Don’t forget to look back at other materials!

Back in USMR, we introduced logistic regression in week 10. The lectures followed the example of some singing aliens that either survived or were splatted, and the exercises used some simulated data based on a hypothetical study about inattentional blindness. That content will provide a lot of the groundwork for this week, so we recommend revisiting it if you feel like it might be useful.

`lmer()` >> `glmer()`

Remember how we simply used glm() and could specify the family = "binomial" in order to fit a logistic regression? Well it’s much the same thing for multi-level models!

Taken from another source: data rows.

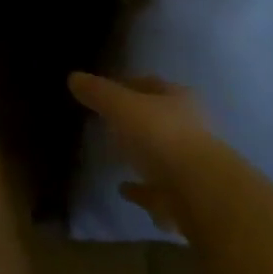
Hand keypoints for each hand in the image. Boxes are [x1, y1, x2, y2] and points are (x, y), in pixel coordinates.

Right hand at [69, 72, 213, 234]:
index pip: (151, 85)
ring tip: (115, 155)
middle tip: (108, 121)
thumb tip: (73, 77)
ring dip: (142, 154)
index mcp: (178, 100)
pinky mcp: (183, 196)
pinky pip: (156, 189)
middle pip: (159, 119)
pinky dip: (140, 189)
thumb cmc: (160, 136)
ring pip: (161, 154)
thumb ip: (98, 93)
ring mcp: (189, 164)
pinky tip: (123, 188)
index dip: (127, 84)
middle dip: (137, 120)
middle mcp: (189, 128)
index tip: (104, 90)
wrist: (198, 191)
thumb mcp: (122, 107)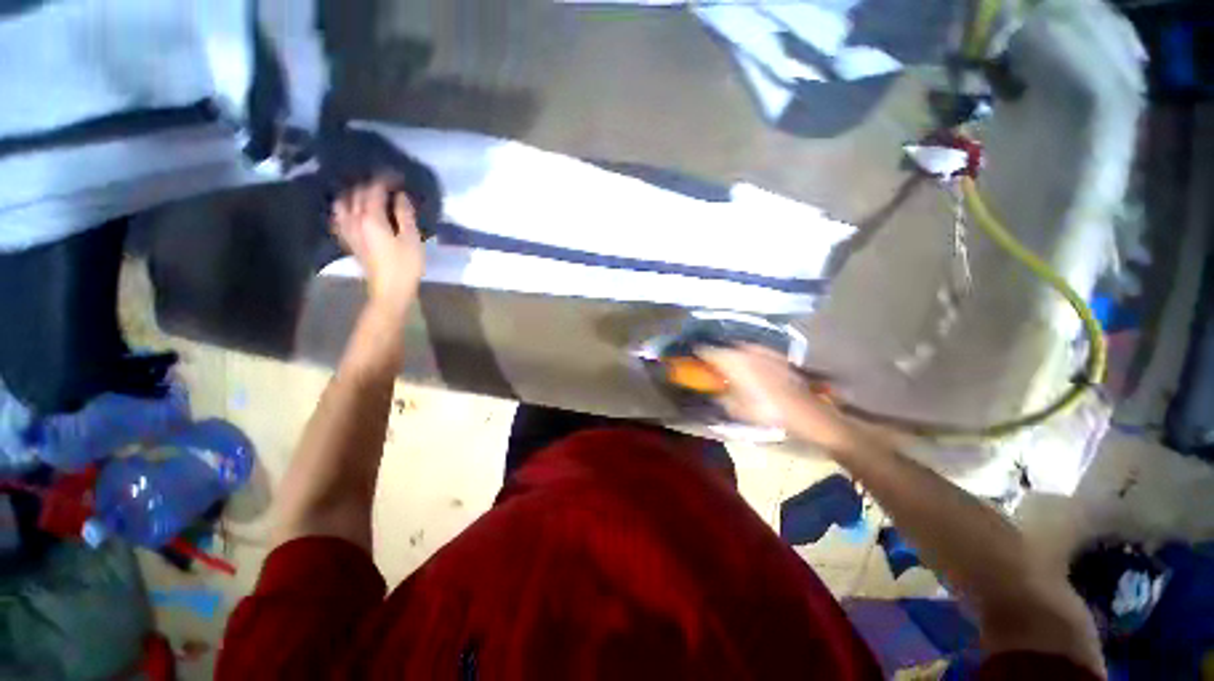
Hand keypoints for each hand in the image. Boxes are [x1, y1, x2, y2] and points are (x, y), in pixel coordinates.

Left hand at [331, 179, 424, 316]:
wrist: (390, 290)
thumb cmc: (406, 265)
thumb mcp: (411, 239)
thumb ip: (404, 215)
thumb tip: (400, 196)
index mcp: (371, 218)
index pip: (374, 190)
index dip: (385, 180)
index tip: (397, 176)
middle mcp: (354, 219)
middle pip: (356, 194)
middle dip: (370, 185)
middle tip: (387, 184)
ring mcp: (348, 230)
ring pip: (343, 203)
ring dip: (354, 194)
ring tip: (367, 194)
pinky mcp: (349, 240)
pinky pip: (339, 217)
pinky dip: (345, 208)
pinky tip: (352, 210)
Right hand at [700, 345, 861, 452]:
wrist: (808, 412)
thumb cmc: (768, 411)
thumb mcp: (736, 409)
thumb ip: (719, 396)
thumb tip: (711, 390)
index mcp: (733, 360)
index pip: (705, 350)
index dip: (696, 354)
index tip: (690, 360)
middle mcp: (745, 350)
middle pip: (722, 347)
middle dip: (714, 355)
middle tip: (709, 367)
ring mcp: (762, 350)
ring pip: (738, 348)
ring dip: (730, 356)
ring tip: (728, 368)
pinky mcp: (776, 355)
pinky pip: (753, 352)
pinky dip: (745, 358)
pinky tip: (749, 370)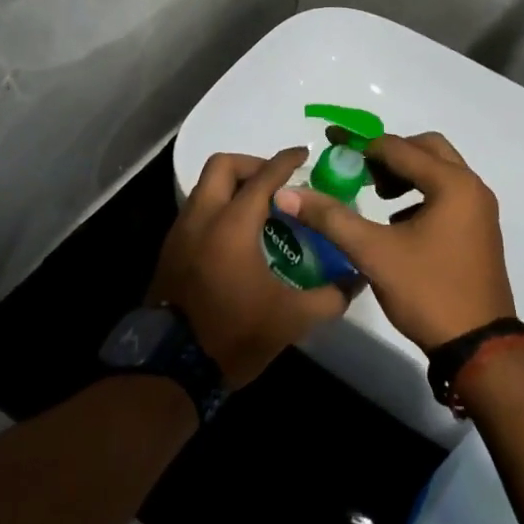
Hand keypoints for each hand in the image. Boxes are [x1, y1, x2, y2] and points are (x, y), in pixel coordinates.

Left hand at [149, 148, 350, 387]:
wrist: (172, 369)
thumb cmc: (234, 334)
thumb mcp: (291, 319)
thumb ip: (329, 296)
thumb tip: (355, 280)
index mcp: (232, 225)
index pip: (263, 178)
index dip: (285, 161)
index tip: (302, 154)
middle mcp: (202, 218)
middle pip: (222, 166)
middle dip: (251, 164)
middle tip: (276, 183)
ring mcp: (180, 233)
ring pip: (204, 187)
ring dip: (232, 187)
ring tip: (259, 210)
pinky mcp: (169, 251)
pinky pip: (196, 211)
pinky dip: (217, 208)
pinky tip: (236, 237)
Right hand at [273, 132, 514, 353]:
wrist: (479, 348)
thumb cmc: (428, 292)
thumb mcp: (373, 252)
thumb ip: (331, 217)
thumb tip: (288, 193)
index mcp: (452, 184)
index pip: (398, 148)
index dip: (361, 145)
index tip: (331, 145)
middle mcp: (472, 187)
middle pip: (426, 148)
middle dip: (390, 154)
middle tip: (361, 171)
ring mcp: (480, 210)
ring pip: (440, 171)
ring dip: (407, 174)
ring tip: (377, 196)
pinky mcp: (479, 230)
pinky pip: (448, 194)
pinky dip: (422, 194)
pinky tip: (398, 223)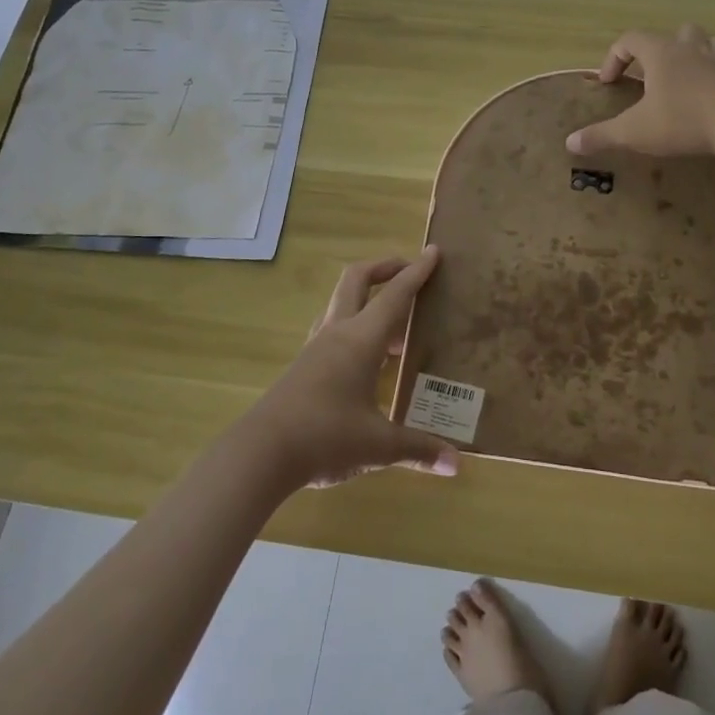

Gaussian model: lmer(y ~ x1 + x2 + (1 | g), data = data)
Binomial model: glmer(y ~ x1 + x2 + (1 | g), data = data, family = binomial(link='logit'))
- or just glmer(y ~ x1 + x2 + (1 | g), data = data, family = "binomial")
- or glmer(y ~ x1 + x2 + (1 | g), data = data, family = binomial)

Binary? Binomial? Huh?

Very briefly in the USMR materials we made the distinction between binary and binomial. This wasn’t hugely relevant at the time just because we only looked at binary outcomes.

For binary regression, all the data in our outcome variable has to be a 0 or a 1.
For example, the correct variable below:

participant	question	correct
1	1	1
1	2	0
1	3	1
...	...	...

But we can re-express this information in a different way, when we know the total number of questions asked.

participant	questions_correct	questions_incorrect
1	2	1
2	1	2
3	3	0
...	...	...

To model data when it is in this form, we can express our outcome as cbind(questions_correct, questions_incorrect)

Question A1

Load any of the packages you think you might be using today.

By now you may have started get into a sort of routine with R, and you might know what functions you like, and which you don’t. Because there are so many alternatives for doing the same thing, the packages and functions you use are very much up to you.

If I’m planning on doing some multi-level modelling, I will tend to load these by default at the top:

library(tidyverse) # for everything
library(lme4) # for fitting models
library(broom.mixed) # for tidying model output

Novel Word Learning: Data Codebook

load(url("https://uoepsy.github.io/msmr/data/nwl.RData"))

In the nwl data set (accessed using the code above), participants with aphasia are separated into two groups based on the general location of their brain lesion: anterior vs. posterior. There is data on the numbers of correct and incorrect responses participants gave in each of a series of experimental blocks. There were 7 learning blocks, immediately followed by a test. Finally, participants also completed a follow-up test.

Data were also collect from healthy controls.
Figure 1 shows the differences between groups in the average proportion of correct responses at each point in time (i.e., each block, test, and follow-up)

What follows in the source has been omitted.